====== Extracted entries
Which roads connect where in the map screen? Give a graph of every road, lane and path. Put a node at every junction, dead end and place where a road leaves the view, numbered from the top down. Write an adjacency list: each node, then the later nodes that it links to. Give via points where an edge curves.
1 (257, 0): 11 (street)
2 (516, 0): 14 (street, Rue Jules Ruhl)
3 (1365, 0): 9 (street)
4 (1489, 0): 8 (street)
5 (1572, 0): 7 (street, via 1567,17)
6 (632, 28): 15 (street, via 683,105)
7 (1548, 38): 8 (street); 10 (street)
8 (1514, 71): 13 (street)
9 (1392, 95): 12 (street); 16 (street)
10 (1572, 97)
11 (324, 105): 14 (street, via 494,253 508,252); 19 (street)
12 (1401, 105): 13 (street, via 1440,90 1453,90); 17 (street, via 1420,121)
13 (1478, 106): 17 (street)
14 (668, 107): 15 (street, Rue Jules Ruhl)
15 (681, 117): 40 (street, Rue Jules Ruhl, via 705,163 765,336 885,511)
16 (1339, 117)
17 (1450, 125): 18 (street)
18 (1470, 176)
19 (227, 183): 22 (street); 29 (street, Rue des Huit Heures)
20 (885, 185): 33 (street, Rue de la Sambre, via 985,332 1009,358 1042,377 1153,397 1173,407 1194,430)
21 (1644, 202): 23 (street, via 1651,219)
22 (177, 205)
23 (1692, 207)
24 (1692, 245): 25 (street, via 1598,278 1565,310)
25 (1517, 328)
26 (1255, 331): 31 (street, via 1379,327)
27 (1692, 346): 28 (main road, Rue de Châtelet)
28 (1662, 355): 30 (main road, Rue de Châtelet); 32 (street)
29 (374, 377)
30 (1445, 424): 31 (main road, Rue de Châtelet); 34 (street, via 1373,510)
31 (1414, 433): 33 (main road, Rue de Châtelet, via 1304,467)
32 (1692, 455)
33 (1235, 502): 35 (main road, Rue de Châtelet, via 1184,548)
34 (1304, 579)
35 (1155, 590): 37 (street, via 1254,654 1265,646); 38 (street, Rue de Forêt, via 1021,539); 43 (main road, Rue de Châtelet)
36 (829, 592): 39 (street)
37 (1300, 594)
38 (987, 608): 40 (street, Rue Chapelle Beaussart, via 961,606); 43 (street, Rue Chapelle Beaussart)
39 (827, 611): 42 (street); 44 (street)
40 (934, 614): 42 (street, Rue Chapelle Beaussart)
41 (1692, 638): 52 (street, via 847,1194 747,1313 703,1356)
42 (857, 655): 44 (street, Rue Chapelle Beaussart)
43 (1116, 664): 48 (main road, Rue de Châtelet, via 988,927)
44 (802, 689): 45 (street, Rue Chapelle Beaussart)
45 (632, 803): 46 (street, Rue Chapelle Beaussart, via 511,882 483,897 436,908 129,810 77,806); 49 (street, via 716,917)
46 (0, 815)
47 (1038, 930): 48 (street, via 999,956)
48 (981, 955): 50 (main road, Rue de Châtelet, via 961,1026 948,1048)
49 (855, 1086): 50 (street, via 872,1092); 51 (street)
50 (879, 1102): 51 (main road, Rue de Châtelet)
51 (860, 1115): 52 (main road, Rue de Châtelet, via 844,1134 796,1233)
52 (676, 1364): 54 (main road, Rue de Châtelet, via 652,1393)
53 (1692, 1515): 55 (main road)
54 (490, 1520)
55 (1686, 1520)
============
- What you are asked to do
The answer consists of the lines above that include the word "Ruhl", each copied exactly.

- Response below
2 (516, 0): 14 (street, Rue Jules Ruhl)
14 (668, 107): 15 (street, Rue Jules Ruhl)
15 (681, 117): 40 (street, Rue Jules Ruhl, via 705,163 765,336 885,511)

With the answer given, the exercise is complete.